WHAT TO PRODUCE
Report how many lines of the records below include the word "Hammerschmiedsweg". Give nothing but the number.

PROVIDED RECORDS section start

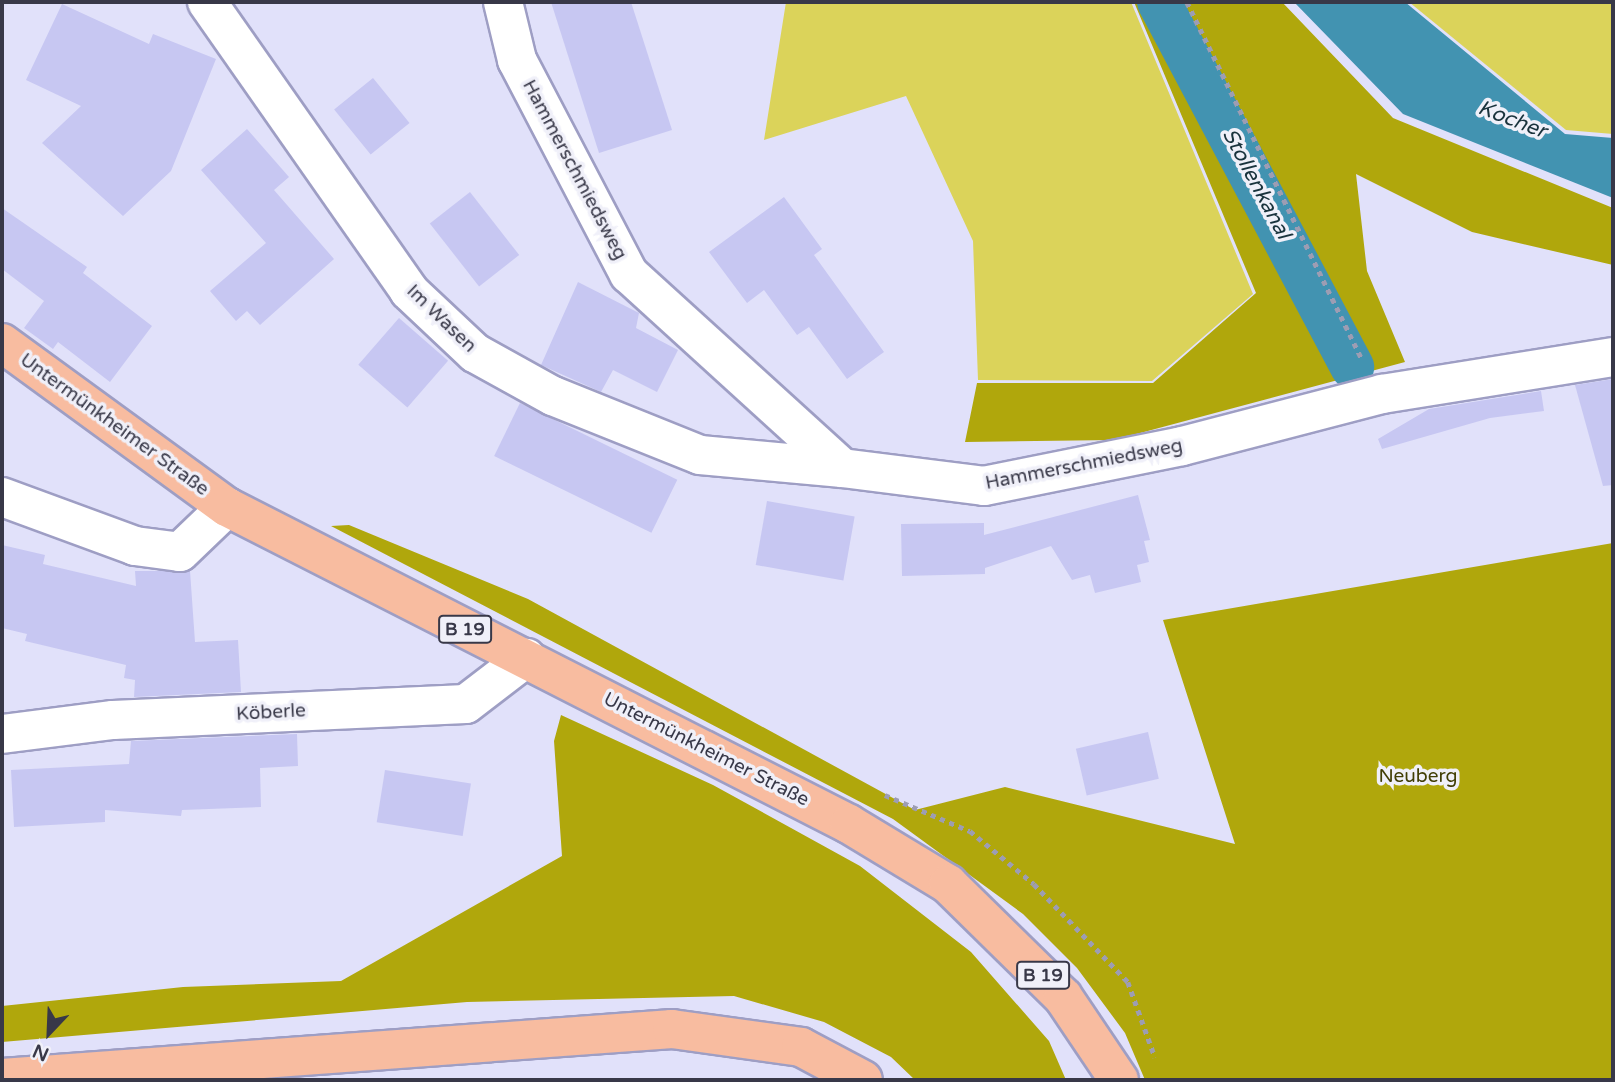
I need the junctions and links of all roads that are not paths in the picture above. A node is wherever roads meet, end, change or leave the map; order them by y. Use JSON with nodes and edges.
{"nodes":[{"id":1,"x":206,"y":2,"type":"edge"},
{"id":2,"x":503,"y":2,"type":"edge"},
{"id":3,"x":2,"y":343,"type":"edge"},
{"id":4,"x":1613,"y":357,"type":"edge"},
{"id":5,"x":842,"y":468,"type":"junction"},
{"id":6,"x":2,"y":497,"type":"edge"},
{"id":7,"x":226,"y":507,"type":"junction"},
{"id":8,"x":526,"y":658,"type":"junction"},
{"id":9,"x":2,"y":734,"type":"edge"},
{"id":10,"x":2,"y":1078,"type":"edge"},
{"id":11,"x":863,"y":1080,"type":"edge"},
{"id":12,"x":1119,"y":1080,"type":"edge"}],
"edges":[{"from":1,"to":5,"type":"street","name":"Im Wasen"},
{"from":2,"to":5,"type":"street","name":"Hammerschmiedsweg"},
{"from":3,"to":7,"type":"main road","name":"Untermünkheimer Straße","number":"B 19"},
{"from":4,"to":5,"type":"street","name":"Hammerschmiedsweg"},
{"from":6,"to":7,"type":"street","name":"Untermünkheimer Straße"},
{"from":7,"to":8,"type":"main road","name":"Untermünkheimer Straße","number":"B 19"},
{"from":8,"to":9,"type":"street","name":"Köberle"},
{"from":8,"to":12,"type":"main road","name":"Untermünkheimer Straße","number":"B 19"},
{"from":10,"to":11,"type":"main road"}]}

PROVIDED RECORDS section end

ANSWER FOR THE TASK
2